Um gigante das letras. Um mentor da pura cidadania. Um iconoclasta do «paraíso comunista»!
Faleceu Alexandre Soljenitsine, um dos maiores vultos da literatura, um homem que denunciou as perseguições estalinistas, os gulagues, as prepotências da justiça do regime comunista. Prémio Nobel da literatura em 1970, foi alguém que me ajudou a formar culturalmente, foi para mim um mentor espiritual e um educador. Ainda hoje quando critico certos excessos da justiça, quando me defronto com kafkianas perseguições, não posso deixar de recordar o fervor com que li o Arquipélago de Gulag, num contexto de intimidação social e de alguma conturbação dos espíritos.
Devo também muito a Artur Portela (então director do Jornal Novo), pela sua capacidade analítica, por seu queirosiano sentido do ridículo, por ter sido uma lufada de ar puro num ambiente de intoxicação da opinião pública como foi o verão de 1975 em Portugal.
O Jornal Novo e o Arquipélago de Gulag foram dois bordões espirituais que me ajudaram a atravessar aquelas areias movediças. Pessoas como Raúl Rego, Manuel Alegre, Joaquim Letria, José Carlos Vasconcelos, foram compagnons de route num período difícil onde a lucidez andava arredia...
Recordo ainda as críticas ferozes que certa esquerda fazia. Era tudo anticomunismo primário, segundo eles. Recordo um livro que me marcou por essa altura: «26 Anos na União Soviética» do operário Chico da CUF. Soljenitsine era um «renegado», um «traidor» e outros mimos.
Ainda hoje quando releio o «Arquipélago de Gulag» (ocupa muito espaço na biblioteca mas vale a pena relê-lo...) não posso deixar de compará-lo com os relatos do Tarrafal feitos por alguns comunistas e antifascistas portugueses. Comunismo e fascismo de braço dado na metodologia, na falta de respeito pelos Direitos Humanos.
George Orwell, com o seu «Animal Farm» também me ajudou a formatar a consciência cívica e a ter tanta repugnância pelos «jardins» que vão atolando esta pobre democracia cada vez mais abastardada. Mas Alexandre Soljenitsine foi uma «vacina» exemplar contra o totalitarismo soviético. Cunhal odiava-o.

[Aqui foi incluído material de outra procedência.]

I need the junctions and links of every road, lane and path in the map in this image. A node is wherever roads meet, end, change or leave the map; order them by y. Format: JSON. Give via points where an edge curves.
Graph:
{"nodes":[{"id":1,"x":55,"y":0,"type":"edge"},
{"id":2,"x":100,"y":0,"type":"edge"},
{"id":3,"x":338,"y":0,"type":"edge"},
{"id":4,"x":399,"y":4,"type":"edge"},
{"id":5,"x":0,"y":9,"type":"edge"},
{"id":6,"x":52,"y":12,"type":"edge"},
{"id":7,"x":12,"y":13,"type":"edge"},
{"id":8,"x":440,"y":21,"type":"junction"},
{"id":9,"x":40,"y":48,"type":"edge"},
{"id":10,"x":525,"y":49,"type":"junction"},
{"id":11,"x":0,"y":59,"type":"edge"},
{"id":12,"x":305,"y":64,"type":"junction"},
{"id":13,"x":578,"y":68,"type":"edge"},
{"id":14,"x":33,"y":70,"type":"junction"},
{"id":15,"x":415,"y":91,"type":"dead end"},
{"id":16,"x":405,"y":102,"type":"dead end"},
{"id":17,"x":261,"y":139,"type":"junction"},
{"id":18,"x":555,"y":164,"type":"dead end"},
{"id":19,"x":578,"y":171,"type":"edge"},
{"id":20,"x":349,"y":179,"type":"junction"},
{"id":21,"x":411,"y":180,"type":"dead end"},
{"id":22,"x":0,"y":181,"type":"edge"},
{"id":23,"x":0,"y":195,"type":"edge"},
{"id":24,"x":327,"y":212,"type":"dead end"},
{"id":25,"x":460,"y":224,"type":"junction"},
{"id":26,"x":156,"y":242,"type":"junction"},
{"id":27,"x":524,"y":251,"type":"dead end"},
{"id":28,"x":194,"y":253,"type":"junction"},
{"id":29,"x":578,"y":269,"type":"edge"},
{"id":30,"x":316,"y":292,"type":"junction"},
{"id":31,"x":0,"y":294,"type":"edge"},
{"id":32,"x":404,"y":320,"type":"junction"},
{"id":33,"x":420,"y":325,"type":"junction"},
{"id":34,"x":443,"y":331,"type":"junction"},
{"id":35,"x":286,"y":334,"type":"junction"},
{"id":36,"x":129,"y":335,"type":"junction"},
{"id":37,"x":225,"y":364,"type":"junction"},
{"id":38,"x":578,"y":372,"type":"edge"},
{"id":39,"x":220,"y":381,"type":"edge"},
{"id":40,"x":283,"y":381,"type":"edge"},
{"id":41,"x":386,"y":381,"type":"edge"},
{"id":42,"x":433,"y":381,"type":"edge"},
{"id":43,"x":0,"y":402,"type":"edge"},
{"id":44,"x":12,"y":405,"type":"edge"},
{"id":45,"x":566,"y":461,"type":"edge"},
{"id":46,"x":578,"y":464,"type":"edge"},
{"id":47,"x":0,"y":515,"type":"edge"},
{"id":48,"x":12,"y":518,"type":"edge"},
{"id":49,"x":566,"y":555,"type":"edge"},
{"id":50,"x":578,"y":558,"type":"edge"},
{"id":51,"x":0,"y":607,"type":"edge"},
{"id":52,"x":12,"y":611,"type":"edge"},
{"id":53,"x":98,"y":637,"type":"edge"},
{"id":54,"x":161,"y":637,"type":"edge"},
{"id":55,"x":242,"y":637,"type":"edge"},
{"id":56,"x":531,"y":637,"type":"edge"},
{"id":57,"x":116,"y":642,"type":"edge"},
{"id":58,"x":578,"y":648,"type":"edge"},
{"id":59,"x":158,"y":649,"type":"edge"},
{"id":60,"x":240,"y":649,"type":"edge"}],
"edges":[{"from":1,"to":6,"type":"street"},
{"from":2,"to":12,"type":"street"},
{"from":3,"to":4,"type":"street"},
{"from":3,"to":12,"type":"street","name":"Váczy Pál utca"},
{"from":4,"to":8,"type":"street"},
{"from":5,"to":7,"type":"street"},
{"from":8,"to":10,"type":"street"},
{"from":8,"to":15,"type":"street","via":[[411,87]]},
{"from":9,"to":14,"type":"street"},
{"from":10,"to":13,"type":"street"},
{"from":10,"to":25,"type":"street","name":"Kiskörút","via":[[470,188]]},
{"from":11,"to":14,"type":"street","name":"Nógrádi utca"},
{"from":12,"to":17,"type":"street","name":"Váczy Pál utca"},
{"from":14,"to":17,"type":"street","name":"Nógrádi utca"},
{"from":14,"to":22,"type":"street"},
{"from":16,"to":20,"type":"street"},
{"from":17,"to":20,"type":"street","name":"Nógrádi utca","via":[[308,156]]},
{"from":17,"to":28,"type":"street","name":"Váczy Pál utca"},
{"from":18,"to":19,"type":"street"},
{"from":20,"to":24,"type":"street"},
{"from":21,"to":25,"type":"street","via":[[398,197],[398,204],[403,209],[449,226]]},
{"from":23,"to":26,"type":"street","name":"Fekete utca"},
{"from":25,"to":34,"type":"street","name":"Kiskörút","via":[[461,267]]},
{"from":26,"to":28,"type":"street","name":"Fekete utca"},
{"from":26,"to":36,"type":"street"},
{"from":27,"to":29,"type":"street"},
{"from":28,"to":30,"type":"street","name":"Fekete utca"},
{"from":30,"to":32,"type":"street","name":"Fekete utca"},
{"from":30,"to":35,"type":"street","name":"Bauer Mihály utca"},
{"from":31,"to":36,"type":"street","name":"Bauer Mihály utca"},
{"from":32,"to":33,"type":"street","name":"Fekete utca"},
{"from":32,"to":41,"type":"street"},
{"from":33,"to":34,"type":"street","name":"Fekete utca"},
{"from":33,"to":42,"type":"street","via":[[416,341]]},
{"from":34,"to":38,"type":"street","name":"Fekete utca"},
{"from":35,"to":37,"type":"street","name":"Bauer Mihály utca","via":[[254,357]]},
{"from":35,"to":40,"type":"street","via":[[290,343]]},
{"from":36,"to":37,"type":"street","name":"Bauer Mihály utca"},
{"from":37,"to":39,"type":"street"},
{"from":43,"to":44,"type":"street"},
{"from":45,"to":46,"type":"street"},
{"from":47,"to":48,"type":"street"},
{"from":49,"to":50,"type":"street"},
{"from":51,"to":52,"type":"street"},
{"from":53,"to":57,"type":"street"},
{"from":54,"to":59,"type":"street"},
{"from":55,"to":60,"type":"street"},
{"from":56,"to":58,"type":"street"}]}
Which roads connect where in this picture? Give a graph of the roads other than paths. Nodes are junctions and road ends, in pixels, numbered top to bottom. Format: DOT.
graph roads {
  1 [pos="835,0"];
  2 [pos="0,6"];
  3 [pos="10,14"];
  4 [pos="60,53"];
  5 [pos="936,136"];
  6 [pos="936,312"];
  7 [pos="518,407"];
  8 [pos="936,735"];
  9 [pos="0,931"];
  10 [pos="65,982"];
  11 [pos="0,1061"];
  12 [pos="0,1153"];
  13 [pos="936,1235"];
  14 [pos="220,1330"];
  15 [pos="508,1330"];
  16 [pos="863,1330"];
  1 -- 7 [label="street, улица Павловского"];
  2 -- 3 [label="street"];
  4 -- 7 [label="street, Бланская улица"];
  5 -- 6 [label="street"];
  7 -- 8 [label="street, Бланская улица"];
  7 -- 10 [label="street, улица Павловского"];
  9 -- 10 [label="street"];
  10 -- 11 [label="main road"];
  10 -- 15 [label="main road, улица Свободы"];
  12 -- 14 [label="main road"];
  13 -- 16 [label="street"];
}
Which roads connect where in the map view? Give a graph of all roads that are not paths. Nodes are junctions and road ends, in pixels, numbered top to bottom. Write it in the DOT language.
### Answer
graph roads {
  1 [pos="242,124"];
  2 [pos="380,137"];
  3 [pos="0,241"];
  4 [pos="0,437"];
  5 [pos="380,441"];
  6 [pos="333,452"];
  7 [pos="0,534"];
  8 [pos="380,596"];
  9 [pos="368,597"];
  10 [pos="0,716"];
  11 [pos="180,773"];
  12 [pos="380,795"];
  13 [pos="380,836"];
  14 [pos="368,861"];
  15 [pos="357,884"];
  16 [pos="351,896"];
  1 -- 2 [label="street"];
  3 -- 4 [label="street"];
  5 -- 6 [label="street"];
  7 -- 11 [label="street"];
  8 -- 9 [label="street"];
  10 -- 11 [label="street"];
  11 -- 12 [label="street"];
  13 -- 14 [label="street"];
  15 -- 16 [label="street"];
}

O chamado comunismo de feição soviética (por oposição ao eurocomunismo de Marchais e de Enrico Berlinguer - mais moderado e mais adaptado a uma democracia representativa) tecia as mais duras críticas a este homem perseguido e torturado pelo regime que se dizia defensor do povo, a mais sublime das democracias...
Por isso ainda hoje manifesto uma certa repugnância pelo poder, quando vejo presidentes de câmara perseguindo ferozmente nos tribunais opositores que cumprem com dignidade o seu papel (fiscalizar e alertar os executivos para eventuais ilegalidades), quando vejo chamarem «loucos» aos oponentes, lembro-me logo do internamento de Sakarov, do próprio Walesa e de tantos outros cuja única«doença» era o espírito democrático, a ânsia de liberdade, o desejo de verem uma democracia plena e actuante.
Quando vejo certa justiça (a velhaca, a vendida ao poder...) a fazer fretes aos tenentes do poder, aos magnatas, eu recordo Soljenitsine e todos aqueles que foram vítimas dos arbítrios e das perseguições ao longa da existência. Juízes bastardos, vergados servilmente ao poder, sempre houve e haverá. É da humana condição. Mas são eles que fazem emergir os Soljenitsines de todos os quadrantes, de todas as nacionalidades.
Por isso ao recordar Soljenitsine, recordo também o actual bastonário da Ordem dos Advogados, o intrépido Dr Marinho Pinto, pela sua coragem em denunciar as prepotências, os fascizantes comportamentos de certos agentes da justiça que mais não são do que lacaios da repressão, factotuns ao serviço da nomenklatura! a esses, o meu opróbrio!